-- Opening Marker --

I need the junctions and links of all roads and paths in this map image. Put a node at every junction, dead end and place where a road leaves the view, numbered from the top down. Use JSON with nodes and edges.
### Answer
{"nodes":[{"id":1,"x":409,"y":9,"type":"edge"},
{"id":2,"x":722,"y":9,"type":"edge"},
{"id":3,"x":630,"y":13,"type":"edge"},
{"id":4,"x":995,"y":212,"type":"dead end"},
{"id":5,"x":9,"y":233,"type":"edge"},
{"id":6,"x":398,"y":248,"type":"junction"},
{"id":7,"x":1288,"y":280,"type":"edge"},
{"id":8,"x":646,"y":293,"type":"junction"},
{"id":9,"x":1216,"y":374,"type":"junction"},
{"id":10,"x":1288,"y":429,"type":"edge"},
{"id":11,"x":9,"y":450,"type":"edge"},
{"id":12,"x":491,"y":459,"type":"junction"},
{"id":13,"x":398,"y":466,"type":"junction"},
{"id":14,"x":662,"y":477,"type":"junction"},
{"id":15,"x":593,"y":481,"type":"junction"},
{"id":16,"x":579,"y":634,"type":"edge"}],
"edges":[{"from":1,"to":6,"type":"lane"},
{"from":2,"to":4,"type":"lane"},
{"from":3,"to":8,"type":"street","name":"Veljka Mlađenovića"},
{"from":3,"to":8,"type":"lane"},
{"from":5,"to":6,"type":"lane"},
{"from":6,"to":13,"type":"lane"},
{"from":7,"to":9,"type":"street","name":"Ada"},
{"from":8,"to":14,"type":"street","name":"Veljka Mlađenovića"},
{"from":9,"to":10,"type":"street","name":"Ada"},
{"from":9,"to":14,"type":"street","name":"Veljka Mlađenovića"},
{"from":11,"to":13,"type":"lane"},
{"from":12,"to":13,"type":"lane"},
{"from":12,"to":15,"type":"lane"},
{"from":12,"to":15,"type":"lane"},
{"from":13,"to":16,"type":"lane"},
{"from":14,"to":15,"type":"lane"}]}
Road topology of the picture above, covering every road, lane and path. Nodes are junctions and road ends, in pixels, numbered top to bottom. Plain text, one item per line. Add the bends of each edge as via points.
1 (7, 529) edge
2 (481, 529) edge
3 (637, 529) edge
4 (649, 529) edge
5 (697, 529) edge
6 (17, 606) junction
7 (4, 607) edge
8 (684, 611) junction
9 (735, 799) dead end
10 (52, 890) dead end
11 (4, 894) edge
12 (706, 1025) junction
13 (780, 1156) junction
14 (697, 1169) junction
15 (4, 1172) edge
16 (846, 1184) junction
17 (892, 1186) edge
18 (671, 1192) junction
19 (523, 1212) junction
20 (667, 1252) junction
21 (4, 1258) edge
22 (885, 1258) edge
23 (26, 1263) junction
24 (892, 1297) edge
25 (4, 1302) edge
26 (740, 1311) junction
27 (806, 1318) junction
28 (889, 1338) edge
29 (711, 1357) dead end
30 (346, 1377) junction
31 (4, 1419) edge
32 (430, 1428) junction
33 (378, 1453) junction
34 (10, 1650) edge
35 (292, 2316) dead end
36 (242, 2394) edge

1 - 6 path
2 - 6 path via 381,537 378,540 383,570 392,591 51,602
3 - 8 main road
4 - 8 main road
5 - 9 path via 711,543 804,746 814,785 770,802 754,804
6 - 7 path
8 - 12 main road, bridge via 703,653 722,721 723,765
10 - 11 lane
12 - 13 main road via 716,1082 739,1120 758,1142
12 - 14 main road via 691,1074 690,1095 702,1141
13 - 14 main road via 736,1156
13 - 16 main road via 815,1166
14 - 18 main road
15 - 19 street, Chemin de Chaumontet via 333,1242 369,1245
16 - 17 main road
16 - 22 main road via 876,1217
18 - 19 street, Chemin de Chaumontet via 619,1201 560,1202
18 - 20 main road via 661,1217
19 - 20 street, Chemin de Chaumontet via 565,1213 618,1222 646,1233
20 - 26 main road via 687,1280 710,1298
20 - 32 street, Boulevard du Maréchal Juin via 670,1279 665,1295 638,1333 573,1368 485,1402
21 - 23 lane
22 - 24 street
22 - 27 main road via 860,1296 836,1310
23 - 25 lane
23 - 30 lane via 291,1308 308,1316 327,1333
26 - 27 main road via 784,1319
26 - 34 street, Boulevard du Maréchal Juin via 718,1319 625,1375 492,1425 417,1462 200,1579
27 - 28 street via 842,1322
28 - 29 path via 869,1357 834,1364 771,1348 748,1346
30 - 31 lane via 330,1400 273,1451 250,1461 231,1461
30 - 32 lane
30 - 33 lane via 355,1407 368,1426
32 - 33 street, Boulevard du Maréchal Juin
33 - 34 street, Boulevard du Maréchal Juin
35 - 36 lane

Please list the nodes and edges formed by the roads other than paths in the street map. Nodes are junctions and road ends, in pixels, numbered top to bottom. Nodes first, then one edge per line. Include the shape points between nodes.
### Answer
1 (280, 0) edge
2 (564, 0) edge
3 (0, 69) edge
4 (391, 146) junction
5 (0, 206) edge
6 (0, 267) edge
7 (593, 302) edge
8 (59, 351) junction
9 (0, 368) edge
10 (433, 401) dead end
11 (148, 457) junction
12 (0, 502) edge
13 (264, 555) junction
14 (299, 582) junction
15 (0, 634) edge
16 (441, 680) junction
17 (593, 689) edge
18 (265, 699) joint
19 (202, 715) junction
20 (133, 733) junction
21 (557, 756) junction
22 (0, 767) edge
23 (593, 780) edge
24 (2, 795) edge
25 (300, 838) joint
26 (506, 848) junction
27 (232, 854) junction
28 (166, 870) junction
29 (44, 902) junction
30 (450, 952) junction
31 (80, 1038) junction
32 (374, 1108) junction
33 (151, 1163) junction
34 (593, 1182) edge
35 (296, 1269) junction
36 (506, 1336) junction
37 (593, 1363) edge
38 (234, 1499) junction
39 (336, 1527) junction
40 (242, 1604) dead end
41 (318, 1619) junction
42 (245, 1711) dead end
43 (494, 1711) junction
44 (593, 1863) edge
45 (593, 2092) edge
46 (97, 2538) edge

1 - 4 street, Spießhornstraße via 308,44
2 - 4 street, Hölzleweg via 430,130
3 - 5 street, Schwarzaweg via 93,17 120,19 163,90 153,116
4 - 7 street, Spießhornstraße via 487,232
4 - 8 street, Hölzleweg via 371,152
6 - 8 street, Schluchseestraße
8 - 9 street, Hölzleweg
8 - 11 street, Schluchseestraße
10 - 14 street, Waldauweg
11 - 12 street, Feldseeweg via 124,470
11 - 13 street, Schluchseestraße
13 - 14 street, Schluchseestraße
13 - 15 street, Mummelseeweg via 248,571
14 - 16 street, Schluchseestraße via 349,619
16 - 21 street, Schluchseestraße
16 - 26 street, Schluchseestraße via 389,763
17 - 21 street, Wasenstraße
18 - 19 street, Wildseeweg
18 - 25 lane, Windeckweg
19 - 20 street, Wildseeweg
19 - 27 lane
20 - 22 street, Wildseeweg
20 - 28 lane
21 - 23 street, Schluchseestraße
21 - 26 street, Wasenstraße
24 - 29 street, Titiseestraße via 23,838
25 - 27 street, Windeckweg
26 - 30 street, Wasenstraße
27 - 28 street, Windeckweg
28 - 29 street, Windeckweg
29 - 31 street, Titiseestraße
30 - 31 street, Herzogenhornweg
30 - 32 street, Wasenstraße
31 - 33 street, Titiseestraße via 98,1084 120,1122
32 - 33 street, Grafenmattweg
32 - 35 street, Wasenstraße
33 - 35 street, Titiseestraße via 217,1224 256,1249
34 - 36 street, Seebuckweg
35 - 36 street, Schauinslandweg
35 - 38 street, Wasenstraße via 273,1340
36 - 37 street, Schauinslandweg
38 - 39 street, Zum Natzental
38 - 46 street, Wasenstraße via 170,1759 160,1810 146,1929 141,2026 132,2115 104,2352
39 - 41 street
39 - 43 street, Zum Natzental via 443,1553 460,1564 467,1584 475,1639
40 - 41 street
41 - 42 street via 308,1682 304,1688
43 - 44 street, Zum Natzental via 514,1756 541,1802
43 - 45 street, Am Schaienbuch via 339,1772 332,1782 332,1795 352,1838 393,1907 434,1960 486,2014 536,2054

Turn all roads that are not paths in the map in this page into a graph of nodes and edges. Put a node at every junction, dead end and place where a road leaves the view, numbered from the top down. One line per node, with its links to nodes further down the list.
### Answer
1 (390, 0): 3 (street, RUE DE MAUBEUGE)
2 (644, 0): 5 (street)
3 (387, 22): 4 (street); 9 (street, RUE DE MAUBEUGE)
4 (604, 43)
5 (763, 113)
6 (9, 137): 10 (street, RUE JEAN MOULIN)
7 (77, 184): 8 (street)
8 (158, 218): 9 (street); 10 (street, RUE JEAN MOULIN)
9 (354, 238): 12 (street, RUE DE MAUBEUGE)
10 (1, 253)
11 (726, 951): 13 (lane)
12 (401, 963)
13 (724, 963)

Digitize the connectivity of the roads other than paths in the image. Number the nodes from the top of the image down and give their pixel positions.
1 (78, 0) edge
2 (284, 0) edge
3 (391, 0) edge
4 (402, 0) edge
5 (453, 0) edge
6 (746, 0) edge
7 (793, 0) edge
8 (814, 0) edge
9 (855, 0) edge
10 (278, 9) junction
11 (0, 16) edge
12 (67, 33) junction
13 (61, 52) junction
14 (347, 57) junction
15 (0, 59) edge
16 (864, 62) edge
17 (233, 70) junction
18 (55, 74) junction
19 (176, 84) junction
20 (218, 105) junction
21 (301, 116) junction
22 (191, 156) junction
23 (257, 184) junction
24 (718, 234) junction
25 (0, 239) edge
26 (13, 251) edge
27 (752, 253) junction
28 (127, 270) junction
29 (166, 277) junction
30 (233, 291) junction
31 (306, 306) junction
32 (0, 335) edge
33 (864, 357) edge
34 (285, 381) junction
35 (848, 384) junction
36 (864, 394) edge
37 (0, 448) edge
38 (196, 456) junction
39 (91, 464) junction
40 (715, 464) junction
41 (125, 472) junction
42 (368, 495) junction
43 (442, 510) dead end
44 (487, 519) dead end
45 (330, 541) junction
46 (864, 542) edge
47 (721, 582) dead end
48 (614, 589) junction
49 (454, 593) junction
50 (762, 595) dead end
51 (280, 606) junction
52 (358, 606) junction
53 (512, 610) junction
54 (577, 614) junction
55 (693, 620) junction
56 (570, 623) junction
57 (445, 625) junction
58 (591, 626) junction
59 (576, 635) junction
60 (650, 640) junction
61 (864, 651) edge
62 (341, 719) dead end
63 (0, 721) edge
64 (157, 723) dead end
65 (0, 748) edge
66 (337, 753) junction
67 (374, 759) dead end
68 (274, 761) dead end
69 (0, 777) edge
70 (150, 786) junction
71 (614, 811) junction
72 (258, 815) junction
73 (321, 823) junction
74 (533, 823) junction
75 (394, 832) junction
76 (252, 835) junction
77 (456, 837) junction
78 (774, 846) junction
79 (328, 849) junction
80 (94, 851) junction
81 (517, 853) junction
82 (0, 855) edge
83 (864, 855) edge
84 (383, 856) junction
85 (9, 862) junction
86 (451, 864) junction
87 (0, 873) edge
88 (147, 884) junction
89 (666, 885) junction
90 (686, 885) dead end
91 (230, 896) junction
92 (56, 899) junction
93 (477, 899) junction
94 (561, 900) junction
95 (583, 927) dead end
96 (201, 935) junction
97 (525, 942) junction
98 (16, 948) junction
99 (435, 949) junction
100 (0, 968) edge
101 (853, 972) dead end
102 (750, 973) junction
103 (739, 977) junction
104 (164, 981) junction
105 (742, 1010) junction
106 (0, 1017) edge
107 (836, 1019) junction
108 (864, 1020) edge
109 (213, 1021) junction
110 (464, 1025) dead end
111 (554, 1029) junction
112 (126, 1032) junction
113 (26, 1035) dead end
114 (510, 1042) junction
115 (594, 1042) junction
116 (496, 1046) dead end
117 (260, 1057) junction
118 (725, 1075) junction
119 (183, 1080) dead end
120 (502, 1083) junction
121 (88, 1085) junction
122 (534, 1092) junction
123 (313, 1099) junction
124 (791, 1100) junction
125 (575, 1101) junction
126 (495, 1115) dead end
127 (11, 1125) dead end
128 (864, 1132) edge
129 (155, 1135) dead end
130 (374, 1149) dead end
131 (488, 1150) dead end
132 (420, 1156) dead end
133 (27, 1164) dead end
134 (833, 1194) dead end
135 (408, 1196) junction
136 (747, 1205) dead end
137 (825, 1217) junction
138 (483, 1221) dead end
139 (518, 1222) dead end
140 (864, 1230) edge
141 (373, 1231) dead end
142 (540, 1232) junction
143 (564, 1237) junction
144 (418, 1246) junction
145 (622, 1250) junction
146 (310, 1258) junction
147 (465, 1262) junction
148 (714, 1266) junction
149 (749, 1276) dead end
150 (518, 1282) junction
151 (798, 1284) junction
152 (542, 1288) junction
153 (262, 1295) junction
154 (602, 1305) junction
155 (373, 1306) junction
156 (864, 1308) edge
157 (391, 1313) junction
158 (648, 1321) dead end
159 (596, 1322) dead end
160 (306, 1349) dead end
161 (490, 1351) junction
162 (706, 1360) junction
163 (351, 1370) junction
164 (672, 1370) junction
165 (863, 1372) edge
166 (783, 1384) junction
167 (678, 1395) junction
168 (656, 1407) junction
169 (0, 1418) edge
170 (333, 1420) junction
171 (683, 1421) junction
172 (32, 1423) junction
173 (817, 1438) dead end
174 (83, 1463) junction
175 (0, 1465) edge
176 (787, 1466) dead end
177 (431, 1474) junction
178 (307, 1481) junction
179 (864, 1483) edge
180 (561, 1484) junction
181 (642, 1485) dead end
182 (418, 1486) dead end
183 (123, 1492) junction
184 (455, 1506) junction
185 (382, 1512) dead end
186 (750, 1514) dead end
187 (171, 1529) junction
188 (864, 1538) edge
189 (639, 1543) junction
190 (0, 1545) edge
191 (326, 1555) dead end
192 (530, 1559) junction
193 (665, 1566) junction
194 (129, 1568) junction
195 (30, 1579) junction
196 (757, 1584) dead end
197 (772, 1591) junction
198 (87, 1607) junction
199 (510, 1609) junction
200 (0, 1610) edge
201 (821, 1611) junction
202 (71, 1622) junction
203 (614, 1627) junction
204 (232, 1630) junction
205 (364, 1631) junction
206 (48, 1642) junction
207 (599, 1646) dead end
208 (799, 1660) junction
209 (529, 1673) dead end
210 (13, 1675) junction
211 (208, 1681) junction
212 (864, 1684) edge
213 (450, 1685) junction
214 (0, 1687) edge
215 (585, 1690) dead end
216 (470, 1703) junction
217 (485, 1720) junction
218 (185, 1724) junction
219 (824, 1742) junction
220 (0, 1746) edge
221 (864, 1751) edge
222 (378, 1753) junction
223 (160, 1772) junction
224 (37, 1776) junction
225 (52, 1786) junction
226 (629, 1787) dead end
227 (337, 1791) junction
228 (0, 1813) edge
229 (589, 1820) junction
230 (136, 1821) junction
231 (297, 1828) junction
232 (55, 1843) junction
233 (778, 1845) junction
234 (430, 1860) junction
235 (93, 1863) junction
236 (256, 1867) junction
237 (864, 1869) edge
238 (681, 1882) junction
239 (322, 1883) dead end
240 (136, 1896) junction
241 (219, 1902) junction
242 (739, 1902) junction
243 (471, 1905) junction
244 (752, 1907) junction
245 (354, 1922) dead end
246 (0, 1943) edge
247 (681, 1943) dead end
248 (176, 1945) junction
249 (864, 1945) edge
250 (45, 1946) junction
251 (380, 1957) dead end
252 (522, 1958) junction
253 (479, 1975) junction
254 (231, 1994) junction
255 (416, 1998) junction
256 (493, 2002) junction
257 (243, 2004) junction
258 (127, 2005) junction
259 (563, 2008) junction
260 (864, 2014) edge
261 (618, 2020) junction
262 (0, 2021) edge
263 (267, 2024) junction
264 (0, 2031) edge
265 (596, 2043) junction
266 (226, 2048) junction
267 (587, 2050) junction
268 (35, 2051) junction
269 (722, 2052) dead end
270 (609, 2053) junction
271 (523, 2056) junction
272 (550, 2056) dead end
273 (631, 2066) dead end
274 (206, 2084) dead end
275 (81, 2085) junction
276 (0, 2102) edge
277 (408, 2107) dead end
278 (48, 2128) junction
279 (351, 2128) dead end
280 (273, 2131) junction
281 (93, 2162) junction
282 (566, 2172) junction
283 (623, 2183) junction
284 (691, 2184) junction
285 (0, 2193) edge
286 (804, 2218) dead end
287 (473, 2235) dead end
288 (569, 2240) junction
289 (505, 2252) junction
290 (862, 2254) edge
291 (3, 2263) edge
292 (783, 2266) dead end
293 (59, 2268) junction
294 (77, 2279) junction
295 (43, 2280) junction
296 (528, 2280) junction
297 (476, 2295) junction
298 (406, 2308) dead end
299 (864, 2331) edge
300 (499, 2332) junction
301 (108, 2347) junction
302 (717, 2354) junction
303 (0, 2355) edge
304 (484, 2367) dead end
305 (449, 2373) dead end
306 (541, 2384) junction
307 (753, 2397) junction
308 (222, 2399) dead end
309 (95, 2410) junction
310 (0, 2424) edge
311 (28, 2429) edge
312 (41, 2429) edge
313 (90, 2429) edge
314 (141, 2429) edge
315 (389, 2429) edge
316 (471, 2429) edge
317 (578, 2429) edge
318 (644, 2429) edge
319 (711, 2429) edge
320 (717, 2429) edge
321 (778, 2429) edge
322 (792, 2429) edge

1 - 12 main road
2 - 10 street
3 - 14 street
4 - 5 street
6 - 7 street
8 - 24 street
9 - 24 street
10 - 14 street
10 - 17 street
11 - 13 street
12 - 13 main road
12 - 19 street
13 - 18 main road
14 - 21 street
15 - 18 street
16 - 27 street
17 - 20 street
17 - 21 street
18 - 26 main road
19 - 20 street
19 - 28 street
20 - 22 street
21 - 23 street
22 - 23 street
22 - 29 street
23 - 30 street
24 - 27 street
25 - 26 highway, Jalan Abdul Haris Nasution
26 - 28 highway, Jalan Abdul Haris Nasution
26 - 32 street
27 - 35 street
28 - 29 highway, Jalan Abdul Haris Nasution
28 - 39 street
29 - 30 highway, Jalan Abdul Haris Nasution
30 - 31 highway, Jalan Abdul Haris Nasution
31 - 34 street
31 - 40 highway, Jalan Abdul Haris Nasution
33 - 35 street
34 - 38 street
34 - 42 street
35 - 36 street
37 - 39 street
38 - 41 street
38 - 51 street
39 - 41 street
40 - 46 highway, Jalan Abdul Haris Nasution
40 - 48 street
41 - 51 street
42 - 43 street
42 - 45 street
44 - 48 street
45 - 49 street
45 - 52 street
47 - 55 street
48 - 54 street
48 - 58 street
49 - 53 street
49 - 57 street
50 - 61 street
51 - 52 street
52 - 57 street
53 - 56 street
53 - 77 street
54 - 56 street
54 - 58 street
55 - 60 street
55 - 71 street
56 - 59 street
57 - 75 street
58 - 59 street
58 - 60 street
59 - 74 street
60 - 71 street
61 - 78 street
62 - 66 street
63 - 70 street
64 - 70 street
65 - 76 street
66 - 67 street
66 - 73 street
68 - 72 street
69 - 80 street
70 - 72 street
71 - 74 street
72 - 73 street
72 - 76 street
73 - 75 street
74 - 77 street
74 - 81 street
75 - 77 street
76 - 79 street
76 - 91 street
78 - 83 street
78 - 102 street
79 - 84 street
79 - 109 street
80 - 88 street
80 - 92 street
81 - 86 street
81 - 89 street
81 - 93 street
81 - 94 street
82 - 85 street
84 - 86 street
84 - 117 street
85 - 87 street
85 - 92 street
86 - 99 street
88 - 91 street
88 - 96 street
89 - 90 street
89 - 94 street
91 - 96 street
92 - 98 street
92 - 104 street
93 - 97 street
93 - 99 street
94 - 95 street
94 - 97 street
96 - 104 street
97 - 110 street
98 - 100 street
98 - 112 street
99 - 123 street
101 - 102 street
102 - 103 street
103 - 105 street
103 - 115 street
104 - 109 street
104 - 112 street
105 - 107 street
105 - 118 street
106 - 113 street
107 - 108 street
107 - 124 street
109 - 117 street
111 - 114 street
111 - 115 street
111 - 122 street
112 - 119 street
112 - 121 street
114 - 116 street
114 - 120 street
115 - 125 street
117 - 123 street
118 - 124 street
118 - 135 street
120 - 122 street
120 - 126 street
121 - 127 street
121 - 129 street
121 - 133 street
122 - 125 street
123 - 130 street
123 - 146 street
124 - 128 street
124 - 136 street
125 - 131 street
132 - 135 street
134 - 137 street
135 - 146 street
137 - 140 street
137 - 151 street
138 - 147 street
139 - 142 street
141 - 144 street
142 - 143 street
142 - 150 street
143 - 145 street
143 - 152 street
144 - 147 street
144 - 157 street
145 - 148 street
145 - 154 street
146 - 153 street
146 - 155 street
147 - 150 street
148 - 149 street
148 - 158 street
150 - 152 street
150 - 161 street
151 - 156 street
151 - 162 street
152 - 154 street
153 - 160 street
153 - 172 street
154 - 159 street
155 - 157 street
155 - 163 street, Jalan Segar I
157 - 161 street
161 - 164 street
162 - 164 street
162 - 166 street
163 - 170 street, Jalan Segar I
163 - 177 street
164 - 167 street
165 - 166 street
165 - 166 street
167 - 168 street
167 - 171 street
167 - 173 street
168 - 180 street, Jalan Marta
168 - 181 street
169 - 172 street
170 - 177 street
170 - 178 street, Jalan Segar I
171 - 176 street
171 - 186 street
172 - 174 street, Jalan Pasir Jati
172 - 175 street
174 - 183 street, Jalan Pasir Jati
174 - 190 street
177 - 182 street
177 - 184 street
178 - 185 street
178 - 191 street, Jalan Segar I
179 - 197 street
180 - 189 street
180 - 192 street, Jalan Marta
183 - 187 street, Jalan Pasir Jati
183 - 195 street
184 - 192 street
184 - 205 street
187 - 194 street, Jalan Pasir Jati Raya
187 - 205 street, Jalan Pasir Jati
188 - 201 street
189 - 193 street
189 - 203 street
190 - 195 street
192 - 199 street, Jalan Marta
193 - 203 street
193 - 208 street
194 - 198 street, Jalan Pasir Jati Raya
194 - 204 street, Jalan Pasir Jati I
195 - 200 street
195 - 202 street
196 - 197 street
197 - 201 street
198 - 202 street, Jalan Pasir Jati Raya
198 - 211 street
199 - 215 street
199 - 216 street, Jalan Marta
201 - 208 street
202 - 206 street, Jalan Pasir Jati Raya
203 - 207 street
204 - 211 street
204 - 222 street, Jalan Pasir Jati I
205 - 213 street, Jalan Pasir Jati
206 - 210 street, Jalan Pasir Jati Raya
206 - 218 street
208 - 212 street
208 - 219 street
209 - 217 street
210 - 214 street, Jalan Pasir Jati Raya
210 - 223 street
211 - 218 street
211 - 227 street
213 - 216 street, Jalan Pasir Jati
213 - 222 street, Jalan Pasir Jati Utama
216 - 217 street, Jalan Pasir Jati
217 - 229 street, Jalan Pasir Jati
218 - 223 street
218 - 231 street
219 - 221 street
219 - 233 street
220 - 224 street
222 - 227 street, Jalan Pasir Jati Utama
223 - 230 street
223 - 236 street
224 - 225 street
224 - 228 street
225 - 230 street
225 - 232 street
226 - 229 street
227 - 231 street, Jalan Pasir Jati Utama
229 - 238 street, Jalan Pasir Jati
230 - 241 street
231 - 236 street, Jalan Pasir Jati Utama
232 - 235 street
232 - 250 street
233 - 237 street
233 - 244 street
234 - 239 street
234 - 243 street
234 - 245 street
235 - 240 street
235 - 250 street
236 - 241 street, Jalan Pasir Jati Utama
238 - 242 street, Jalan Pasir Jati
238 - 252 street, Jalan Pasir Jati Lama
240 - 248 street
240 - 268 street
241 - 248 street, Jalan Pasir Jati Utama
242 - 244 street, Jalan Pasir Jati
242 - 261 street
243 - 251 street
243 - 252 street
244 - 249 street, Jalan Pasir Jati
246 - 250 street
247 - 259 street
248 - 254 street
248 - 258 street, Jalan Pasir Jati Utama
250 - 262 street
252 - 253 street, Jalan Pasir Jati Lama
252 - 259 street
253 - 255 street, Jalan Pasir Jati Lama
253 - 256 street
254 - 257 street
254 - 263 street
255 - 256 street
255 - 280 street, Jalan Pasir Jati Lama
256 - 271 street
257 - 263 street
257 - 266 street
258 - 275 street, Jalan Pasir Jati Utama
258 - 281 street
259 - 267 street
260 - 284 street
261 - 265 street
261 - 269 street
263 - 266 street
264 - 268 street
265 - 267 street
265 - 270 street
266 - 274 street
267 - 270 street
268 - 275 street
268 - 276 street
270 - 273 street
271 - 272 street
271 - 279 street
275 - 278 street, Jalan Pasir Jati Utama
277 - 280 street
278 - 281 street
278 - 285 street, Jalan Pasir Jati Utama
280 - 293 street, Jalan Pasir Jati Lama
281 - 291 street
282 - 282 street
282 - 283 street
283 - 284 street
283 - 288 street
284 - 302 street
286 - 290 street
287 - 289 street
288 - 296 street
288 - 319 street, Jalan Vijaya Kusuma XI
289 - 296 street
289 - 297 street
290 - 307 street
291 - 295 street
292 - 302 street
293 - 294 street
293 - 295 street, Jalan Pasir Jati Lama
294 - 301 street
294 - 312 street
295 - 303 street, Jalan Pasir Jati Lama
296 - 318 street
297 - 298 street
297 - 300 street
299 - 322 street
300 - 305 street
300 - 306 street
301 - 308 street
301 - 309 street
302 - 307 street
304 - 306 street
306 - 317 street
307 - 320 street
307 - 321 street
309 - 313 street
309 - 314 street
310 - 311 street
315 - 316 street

-- Closing Marker --

● **Exercise instructions**
Where a line of the records above holds the word "Haris", count it; give the total as a single number and nothing else.

● **Finished task**
7